Data for this exercise: Begin
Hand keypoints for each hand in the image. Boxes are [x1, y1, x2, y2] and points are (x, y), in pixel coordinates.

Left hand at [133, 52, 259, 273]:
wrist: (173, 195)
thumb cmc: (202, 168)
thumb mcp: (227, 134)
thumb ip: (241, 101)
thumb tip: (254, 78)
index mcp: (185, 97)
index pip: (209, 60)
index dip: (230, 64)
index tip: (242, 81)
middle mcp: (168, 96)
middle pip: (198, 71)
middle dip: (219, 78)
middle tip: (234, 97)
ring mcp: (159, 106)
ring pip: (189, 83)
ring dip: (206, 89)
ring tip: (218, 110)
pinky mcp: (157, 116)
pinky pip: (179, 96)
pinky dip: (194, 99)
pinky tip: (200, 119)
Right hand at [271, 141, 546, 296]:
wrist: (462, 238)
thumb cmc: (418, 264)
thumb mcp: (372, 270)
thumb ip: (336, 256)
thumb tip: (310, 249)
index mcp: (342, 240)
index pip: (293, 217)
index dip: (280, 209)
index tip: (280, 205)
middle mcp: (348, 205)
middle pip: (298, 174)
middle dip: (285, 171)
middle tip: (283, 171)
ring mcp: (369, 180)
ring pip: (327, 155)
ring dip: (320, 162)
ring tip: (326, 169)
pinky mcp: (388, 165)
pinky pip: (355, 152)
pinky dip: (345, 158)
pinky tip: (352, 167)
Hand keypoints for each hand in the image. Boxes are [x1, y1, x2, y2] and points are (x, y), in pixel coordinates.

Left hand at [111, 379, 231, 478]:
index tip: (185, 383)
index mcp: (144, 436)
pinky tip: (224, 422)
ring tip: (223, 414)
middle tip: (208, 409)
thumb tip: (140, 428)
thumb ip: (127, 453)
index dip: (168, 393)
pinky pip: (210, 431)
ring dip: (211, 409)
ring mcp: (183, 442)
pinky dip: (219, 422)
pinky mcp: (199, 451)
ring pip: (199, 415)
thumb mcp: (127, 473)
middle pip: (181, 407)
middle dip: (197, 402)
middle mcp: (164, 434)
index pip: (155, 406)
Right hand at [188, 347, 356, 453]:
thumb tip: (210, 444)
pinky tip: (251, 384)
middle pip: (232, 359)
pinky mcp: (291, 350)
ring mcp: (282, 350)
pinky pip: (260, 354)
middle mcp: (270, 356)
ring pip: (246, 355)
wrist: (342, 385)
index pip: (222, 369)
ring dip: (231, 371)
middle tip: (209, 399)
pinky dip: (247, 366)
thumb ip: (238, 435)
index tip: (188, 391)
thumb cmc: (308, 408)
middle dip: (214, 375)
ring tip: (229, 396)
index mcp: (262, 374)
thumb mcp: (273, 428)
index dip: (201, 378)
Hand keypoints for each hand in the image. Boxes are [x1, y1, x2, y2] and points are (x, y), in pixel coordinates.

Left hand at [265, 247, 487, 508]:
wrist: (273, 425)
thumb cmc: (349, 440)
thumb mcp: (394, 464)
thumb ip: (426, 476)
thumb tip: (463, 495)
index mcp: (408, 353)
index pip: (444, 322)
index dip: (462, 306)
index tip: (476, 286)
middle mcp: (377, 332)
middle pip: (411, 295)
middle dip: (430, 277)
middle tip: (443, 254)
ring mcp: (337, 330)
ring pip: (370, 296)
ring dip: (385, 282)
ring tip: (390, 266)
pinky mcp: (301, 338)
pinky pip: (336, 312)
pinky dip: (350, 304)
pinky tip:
Data for this exercise: End
→ Work request
Output the complete data exactly as written.

→ Answer box
Hand keypoints for each hand in the image. Boxes are [x1, y1, x2, y2] and points are (x, y), in pixel coordinates.

Left hand at [133, 52, 259, 273]:
wrist: (173, 195)
thumb cmc: (202, 168)
thumb mcp: (227, 134)
thumb ip: (241, 101)
thumb tip: (254, 78)
index mcp: (185, 97)
index pip: (209, 60)
index dip: (230, 64)
index tip: (242, 81)
middle mcp: (168, 96)
middle pip: (198, 71)
middle dip: (219, 78)
middle tip: (234, 97)
ring mcp: (159, 106)
ring pip: (189, 83)
ring dip: (206, 89)
ring tip: (218, 110)
pinky mcp: (157, 116)
pinky pip: (179, 96)
pinky dip: (194, 99)
pinky tip: (200, 119)
Right hand at [271, 141, 546, 296]:
wrist: (462, 238)
thumb cmc: (418, 264)
thumb mcp: (372, 270)
thumb ip: (336, 256)
thumb tip: (310, 249)
index mcp: (342, 240)
index pip: (293, 217)
index dip: (280, 209)
index tip: (280, 205)
middle mcp: (348, 205)
middle pip: (298, 174)
middle dip: (285, 171)
middle tip: (283, 171)
ring mcp: (369, 180)
ring pip: (327, 155)
ring dip: (320, 162)
ring tip: (326, 169)
pinky mcp: (388, 165)
pinky pip: (355, 152)
pinky dip: (345, 158)
pinky tip: (352, 167)
Hand keypoints for each hand in the image. Boxes are [x1, y1, x2, y2] and points are (x, y), in pixel coordinates.

Left hand at [111, 379, 231, 478]:
index tip: (185, 383)
index mcp: (144, 436)
pinky tip: (224, 422)
ring tip: (223, 414)
middle tip: (208, 409)
thumb tip: (140, 428)
thumb ip: (127, 453)
index dip: (168, 393)
pinky pip: (210, 431)
ring dip: (211, 409)
ring mcp: (183, 442)
pinky dip: (219, 422)
pinky mcp: (199, 451)
ring pip: (199, 415)
thumb mcp: (127, 473)
middle pip: (181, 407)
middle dip: (197, 402)
middle mcp: (164, 434)
index pip: (155, 406)
Right hand at [188, 347, 356, 453]:
thumb tip: (210, 444)
pinky tip: (251, 384)
middle pip: (232, 359)
pinky mcp: (291, 350)
ring mcp: (282, 350)
pinky pip: (260, 354)
middle mcp: (270, 356)
ring pip: (246, 355)
wrist: (342, 385)
index pip: (222, 369)
ring dip: (231, 371)
middle tip: (209, 399)
pinky dip: (247, 366)
thumb ip: (238, 435)
index tip: (188, 391)
thumb cmc: (308, 408)
middle dip: (214, 375)
ring tip: (229, 396)
index mcp: (262, 374)
thumb mcp: (273, 428)
index dip: (201, 378)
Hand keypoints for each hand in the image. Boxes are [x1, y1, x2, y2] and points are (x, y), in pixel coordinates.

Left hand at [265, 247, 487, 508]:
wrist: (273, 425)
thumb cmc: (349, 440)
thumb mcp: (394, 464)
thumb ip: (426, 476)
thumb tip: (463, 495)
index mcp: (408, 353)
index pip: (444, 322)
index dip: (462, 306)
index tip: (476, 286)
middle mcp: (377, 332)
middle pip: (411, 295)
middle dip: (430, 277)
middle tip: (443, 254)
ring mcp: (337, 330)
ring pip: (370, 296)
ring dip: (385, 282)
ring tip: (390, 266)
pinky mcp: (301, 338)
pinky pip: (336, 312)
pinky dip: (350, 304)
pinky tip:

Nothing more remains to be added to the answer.